AIM OF THE EXERCISE:
Locate the lines of the listing below that hold "Shastri", then copy each of them.

SUPPLIED DATA:

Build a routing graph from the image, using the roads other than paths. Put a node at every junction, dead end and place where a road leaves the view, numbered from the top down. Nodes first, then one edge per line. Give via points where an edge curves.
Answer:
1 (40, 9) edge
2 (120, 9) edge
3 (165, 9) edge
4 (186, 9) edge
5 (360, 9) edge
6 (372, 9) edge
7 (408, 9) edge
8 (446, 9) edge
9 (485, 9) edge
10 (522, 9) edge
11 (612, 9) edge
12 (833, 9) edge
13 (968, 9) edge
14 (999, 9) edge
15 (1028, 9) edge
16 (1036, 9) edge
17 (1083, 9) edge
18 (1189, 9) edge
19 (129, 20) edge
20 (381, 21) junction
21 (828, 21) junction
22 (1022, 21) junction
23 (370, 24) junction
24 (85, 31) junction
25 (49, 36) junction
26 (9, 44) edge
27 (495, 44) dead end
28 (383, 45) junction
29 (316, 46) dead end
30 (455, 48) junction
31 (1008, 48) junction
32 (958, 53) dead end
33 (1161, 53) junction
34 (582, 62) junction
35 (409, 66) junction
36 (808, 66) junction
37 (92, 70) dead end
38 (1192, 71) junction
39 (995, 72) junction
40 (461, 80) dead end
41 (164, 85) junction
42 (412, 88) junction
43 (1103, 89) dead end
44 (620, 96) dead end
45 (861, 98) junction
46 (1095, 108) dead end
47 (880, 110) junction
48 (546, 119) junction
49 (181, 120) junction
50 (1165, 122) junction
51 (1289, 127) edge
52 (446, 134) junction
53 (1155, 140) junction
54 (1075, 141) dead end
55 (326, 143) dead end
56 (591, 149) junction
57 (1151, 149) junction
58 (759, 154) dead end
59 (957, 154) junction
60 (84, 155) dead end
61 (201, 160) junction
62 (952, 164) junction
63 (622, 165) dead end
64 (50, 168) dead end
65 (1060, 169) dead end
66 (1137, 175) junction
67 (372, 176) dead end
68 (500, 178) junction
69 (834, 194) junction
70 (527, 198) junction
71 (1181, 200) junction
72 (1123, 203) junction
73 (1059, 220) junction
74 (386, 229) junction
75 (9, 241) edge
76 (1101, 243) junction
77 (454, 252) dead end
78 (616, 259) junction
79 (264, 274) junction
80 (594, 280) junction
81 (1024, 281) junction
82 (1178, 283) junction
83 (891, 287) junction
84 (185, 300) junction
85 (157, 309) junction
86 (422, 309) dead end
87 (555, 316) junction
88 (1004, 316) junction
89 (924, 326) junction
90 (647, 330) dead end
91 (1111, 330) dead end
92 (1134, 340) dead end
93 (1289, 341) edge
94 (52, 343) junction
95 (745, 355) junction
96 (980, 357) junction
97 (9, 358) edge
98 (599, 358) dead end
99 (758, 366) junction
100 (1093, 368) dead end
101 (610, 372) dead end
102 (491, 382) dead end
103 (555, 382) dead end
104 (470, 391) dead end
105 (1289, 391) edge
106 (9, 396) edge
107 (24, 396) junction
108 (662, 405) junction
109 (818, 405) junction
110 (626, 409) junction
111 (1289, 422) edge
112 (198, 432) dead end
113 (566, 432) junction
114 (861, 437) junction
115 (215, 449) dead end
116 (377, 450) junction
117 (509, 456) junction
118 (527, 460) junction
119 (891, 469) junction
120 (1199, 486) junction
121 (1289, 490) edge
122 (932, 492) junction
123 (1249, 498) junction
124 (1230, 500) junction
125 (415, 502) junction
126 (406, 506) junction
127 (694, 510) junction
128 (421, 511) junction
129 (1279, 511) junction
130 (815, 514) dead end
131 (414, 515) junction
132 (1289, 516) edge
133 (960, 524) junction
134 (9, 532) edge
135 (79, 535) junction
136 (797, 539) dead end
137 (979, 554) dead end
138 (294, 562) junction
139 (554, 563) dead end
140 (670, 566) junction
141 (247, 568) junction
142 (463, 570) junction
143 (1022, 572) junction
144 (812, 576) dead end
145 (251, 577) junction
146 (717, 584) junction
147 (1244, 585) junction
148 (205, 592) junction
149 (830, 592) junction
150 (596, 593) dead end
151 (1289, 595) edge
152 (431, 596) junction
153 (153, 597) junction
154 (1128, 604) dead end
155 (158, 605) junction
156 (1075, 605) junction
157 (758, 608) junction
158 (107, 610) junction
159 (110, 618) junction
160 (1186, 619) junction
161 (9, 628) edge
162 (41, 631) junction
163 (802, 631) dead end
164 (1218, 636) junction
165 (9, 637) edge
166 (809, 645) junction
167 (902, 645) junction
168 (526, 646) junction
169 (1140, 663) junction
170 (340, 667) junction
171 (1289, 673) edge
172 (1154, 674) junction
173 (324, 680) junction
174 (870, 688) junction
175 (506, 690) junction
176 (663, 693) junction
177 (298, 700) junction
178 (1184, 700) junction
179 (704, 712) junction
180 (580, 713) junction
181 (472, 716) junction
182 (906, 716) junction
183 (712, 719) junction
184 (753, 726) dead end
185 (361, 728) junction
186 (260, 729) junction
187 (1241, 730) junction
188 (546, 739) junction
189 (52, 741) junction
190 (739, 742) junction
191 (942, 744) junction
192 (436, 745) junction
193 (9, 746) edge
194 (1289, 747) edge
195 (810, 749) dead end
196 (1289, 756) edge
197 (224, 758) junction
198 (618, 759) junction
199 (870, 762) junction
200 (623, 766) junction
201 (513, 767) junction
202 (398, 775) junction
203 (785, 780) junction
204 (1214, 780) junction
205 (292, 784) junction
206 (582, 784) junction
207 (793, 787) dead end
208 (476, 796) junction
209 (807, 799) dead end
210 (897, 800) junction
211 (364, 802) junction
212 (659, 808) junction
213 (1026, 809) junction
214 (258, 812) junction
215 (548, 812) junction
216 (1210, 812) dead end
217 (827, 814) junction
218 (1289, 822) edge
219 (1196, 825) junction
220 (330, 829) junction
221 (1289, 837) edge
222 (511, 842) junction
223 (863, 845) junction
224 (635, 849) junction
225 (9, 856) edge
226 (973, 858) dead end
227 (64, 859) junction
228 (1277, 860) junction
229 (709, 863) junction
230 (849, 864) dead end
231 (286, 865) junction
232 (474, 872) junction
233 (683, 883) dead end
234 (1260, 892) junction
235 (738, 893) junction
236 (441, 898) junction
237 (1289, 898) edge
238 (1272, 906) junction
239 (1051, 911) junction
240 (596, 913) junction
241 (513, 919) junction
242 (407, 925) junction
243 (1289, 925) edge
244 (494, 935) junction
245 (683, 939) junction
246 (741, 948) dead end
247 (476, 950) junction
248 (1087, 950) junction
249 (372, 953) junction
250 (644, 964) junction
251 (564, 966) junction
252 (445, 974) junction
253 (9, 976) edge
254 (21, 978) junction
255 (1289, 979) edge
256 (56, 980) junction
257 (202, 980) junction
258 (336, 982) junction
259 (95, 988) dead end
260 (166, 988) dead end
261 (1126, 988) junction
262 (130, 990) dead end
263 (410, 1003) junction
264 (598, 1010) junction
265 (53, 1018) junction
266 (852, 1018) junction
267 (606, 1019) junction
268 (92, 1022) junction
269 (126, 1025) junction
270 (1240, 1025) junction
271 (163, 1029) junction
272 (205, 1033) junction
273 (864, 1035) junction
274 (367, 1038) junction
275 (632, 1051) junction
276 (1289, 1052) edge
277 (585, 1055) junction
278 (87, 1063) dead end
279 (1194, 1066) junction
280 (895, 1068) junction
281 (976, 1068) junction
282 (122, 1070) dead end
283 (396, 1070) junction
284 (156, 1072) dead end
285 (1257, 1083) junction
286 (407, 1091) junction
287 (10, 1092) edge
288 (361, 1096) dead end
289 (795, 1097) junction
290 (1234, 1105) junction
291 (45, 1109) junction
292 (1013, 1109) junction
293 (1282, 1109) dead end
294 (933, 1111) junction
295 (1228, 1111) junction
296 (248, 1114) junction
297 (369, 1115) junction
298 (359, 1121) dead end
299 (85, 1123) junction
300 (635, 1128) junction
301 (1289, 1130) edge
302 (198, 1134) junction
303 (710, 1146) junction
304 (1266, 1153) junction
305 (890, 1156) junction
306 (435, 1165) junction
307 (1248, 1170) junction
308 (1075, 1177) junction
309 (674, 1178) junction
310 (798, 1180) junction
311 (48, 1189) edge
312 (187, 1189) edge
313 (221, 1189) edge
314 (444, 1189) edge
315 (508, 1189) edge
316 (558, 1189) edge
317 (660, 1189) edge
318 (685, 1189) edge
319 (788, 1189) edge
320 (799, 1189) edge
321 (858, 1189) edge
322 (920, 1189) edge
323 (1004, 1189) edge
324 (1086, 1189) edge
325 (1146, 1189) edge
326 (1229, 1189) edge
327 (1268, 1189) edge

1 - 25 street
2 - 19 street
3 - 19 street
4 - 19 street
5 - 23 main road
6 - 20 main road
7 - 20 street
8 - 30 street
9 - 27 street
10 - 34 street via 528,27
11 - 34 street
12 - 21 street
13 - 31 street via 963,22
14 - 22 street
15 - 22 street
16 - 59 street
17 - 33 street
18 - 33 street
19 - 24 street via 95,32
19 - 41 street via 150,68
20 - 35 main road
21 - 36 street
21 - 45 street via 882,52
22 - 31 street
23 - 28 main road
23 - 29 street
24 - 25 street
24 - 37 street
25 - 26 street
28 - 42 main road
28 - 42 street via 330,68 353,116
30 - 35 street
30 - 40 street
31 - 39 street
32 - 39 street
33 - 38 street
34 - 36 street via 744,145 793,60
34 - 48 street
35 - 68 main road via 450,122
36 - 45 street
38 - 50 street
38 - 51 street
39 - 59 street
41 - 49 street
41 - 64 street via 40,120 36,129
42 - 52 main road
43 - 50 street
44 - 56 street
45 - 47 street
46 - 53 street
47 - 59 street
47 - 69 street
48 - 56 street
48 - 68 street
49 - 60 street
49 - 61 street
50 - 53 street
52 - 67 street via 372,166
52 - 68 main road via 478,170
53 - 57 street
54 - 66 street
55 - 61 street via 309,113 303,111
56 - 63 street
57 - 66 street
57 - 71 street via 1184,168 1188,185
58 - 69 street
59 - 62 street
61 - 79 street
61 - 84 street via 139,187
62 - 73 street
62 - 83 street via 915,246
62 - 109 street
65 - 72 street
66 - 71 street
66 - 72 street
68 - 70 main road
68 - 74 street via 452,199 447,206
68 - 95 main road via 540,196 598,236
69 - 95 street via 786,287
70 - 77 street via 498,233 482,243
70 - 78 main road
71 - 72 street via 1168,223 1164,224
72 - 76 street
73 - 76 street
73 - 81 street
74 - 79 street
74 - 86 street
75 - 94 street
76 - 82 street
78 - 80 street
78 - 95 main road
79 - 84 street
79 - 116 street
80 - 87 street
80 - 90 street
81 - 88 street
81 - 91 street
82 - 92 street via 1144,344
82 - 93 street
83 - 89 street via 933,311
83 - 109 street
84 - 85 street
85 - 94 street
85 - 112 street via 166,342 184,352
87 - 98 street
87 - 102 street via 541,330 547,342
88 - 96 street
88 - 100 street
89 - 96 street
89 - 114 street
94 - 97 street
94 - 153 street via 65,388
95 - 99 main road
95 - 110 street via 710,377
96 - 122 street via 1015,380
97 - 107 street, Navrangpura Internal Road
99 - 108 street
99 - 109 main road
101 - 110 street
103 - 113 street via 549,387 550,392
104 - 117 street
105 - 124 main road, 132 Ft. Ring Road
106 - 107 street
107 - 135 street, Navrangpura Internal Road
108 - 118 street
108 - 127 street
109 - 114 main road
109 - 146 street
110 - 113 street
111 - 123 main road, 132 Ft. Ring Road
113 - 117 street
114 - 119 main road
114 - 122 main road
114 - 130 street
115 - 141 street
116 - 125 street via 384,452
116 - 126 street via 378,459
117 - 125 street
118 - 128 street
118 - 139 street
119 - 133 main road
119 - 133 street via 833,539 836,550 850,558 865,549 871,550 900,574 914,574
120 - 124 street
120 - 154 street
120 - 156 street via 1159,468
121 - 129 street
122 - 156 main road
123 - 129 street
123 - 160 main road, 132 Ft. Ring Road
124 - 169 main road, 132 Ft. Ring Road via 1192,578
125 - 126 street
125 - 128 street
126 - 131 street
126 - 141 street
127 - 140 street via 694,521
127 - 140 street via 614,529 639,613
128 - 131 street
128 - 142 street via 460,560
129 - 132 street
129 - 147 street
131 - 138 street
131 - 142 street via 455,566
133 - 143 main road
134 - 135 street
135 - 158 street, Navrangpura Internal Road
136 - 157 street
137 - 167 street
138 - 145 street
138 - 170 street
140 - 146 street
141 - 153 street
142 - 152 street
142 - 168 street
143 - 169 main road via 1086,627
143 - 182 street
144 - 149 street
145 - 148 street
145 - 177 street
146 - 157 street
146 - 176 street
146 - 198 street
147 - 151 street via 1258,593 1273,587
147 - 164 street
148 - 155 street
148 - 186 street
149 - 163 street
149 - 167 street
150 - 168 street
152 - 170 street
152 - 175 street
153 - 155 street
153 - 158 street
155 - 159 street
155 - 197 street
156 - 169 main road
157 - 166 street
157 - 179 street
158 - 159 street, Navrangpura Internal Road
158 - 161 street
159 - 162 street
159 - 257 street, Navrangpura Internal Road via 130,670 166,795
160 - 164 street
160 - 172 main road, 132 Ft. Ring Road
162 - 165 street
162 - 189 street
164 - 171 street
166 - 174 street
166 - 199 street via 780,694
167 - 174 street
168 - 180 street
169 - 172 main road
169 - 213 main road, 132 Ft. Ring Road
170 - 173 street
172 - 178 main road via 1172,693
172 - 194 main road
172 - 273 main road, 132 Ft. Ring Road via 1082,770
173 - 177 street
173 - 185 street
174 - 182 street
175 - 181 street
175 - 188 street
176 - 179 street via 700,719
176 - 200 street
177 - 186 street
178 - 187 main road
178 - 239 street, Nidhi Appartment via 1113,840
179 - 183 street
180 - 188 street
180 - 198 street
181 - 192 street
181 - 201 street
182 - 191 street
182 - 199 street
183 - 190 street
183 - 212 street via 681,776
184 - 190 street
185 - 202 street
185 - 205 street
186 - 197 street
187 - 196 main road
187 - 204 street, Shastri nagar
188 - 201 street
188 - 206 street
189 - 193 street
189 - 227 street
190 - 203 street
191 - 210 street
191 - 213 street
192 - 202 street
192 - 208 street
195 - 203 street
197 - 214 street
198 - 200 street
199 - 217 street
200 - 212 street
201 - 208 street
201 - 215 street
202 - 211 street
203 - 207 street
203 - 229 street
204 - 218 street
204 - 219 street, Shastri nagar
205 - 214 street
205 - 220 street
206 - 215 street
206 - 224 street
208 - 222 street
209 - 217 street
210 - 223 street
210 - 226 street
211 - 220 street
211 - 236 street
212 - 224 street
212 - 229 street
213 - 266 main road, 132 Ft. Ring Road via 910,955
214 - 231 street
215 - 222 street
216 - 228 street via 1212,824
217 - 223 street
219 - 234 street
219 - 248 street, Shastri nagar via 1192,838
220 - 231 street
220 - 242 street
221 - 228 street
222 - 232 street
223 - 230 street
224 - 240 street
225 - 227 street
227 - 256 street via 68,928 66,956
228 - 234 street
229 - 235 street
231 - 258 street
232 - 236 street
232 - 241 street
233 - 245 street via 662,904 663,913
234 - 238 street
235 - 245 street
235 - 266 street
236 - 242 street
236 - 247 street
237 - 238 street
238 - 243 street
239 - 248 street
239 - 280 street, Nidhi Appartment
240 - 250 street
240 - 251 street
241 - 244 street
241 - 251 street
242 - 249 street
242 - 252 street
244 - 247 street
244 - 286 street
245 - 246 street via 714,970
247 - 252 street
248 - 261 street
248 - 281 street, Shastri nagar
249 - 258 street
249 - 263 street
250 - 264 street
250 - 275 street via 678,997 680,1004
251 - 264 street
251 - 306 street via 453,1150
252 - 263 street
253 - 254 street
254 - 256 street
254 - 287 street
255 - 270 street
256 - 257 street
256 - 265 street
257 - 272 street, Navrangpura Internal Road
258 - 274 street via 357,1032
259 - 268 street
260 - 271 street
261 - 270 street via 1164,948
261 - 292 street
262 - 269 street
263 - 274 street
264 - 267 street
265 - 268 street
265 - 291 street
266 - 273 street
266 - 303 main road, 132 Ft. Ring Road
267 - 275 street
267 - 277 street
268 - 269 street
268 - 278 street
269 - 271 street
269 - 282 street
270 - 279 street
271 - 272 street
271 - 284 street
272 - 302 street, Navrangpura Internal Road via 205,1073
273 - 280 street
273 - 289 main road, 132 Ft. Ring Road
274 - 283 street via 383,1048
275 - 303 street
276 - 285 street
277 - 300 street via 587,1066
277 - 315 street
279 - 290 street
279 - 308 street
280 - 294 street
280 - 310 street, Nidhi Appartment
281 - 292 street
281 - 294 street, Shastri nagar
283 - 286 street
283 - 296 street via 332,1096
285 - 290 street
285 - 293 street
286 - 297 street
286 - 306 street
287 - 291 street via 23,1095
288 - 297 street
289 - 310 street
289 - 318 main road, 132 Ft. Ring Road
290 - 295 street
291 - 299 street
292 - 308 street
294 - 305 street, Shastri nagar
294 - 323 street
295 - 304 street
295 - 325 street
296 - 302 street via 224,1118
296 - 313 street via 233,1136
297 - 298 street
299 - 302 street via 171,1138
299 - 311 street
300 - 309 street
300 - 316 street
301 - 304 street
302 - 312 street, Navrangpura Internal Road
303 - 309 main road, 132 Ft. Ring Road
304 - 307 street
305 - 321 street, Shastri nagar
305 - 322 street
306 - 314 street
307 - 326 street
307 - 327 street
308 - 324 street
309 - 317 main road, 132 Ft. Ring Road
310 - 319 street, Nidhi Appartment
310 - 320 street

FINAL ANSWER:
187 - 204 street, Shastri nagar
204 - 219 street, Shastri nagar
219 - 248 street, Shastri nagar via 1192,838
248 - 281 street, Shastri nagar
281 - 294 street, Shastri nagar
294 - 305 street, Shastri nagar
305 - 321 street, Shastri nagar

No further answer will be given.